How text becomes binary: characters, bytes, and UTF-8

Follow a character from keystroke to 8-bit binary: code points, UTF-8 bytes, why padding matters, and how decoding reverses each step.

From character to code point to byte

Computers do not store letters, they store numbers. Every character has a Unicode code point, a number that identifies it, such as 72 for a capital H. To put that number into a file or a stream, an encoding turns the code point into one or more bytes, and UTF-8 is the encoding the modern web overwhelmingly uses. For the letter H the code point 72 becomes a single byte with the value 72, and the binary you see is just that byte written in base two.

Why each byte is eight padded digits

A byte is eight bits, so it can represent 256 distinct values, from 0 up to 255. The number 72 in binary is 1001000, which is only seven digits, so the tool pads it on the left with a zero to make 01001000. That fixed width is not decoration: it is what lets a decoder read a long binary string and know that every eight characters is one complete byte. Without consistent padding, the boundary between one byte and the next would be ambiguous.

Multi-byte characters and emoji

ASCII characters fit in a single UTF-8 byte, but most of the world's characters do not. Accented letters, non-Latin scripts, and emoji use sequences of two, three, or four bytes, and each of those bytes still becomes its own 8-bit group in the output. A single emoji can therefore expand into four space-separated binary groups. Because UTF-8 defines exactly how those multi-byte sequences are formed, the decoder can reassemble them back into the original character without guesswork.

Decoding reverses every step

Going from binary back to text simply undoes the process.
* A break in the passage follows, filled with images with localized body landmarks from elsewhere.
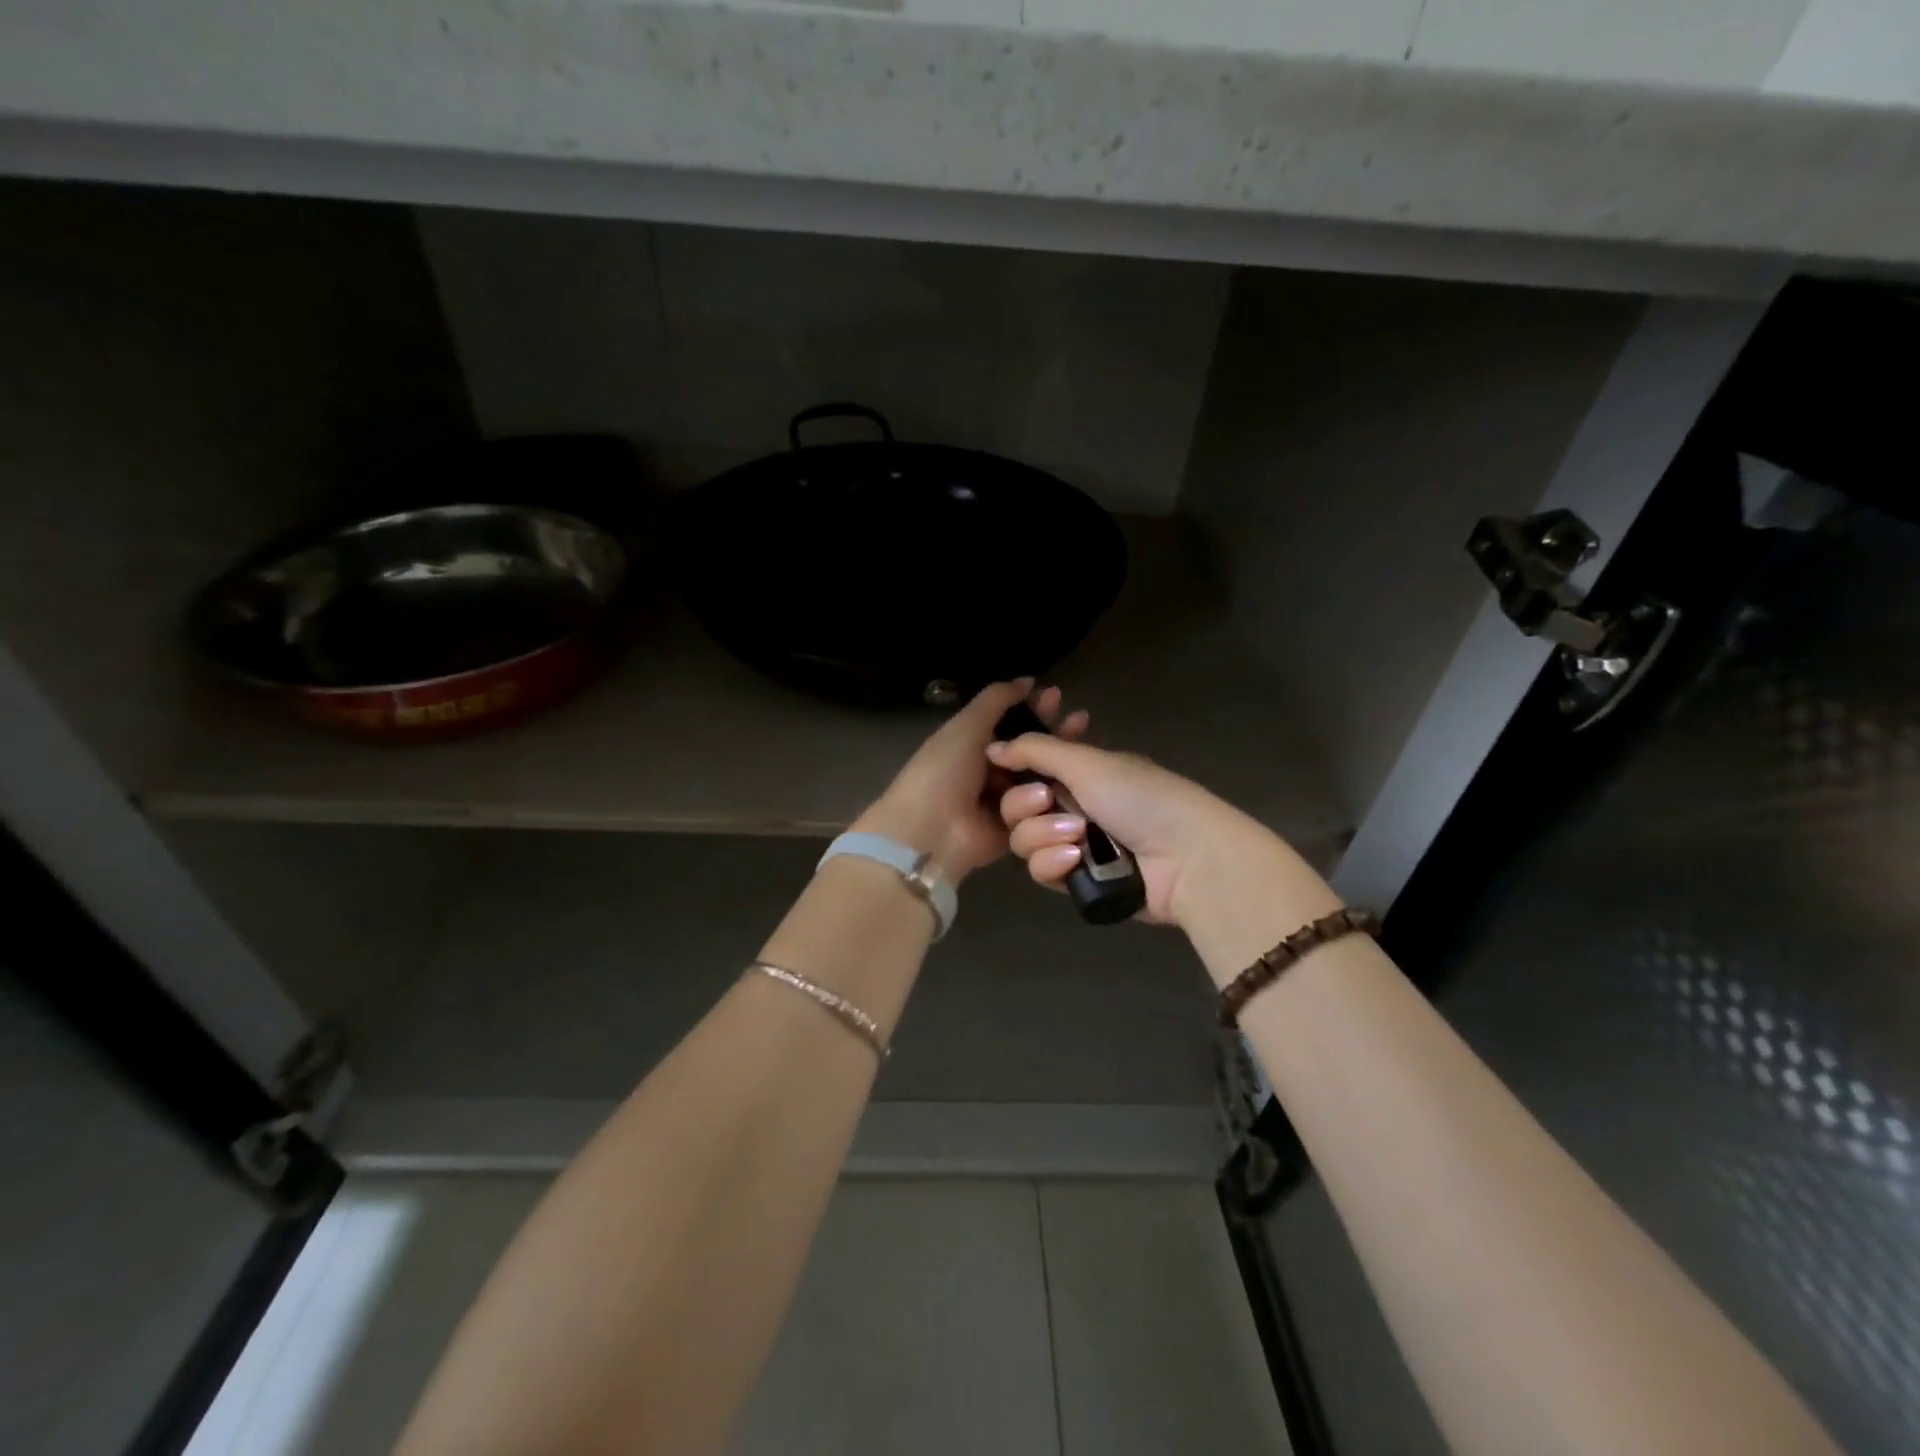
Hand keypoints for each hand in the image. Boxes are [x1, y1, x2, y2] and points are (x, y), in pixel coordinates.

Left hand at [852, 680, 1088, 882]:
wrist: (930, 830)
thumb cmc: (944, 771)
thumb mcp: (966, 726)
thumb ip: (996, 700)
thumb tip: (1027, 680)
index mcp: (975, 744)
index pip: (1013, 722)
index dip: (1034, 708)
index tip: (1057, 696)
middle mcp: (992, 770)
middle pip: (1031, 749)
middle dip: (1054, 732)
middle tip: (1079, 719)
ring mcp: (1006, 800)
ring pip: (1041, 776)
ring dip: (1060, 760)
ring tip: (1082, 743)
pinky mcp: (1018, 827)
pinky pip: (1042, 807)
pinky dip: (1056, 793)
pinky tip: (1076, 778)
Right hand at [988, 728, 1265, 928]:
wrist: (1186, 857)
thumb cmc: (1139, 797)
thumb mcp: (1086, 762)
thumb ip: (1035, 750)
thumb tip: (991, 747)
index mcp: (1079, 772)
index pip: (1028, 769)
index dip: (1013, 771)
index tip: (1005, 769)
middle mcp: (1073, 806)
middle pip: (1016, 807)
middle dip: (1026, 806)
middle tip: (1047, 802)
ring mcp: (1075, 845)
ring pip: (1024, 841)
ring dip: (1043, 836)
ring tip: (1077, 837)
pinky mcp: (1078, 881)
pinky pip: (1041, 872)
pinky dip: (1053, 864)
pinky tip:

The decoder splits the input on whitespace, checks that each group is a valid eight-bit byte, and collects the byte values into a buffer. It then asks the UTF-8 decoder to interpret that buffer, which rebuilds the original characters, including any multi-byte ones. If a group is the wrong length or the bytes do not form a legal UTF-8 sequence, decoding fails cleanly with an error rather than returning scrambled text.

Frequently asked questions

Is this the same as ASCII binary?

For plain English text the output is identical to ASCII, because UTF-8 encodes ASCII characters as the same single-byte values. The difference only appears with characters beyond the ASCII range, which UTF-8 spreads across several bytes.

Why did decoding my binary fail?

The most common causes are a group that is not exactly eight 0s and 1s, or bytes that do not form valid UTF-8. Check that every group has eight digits and is separated by a space, then try again.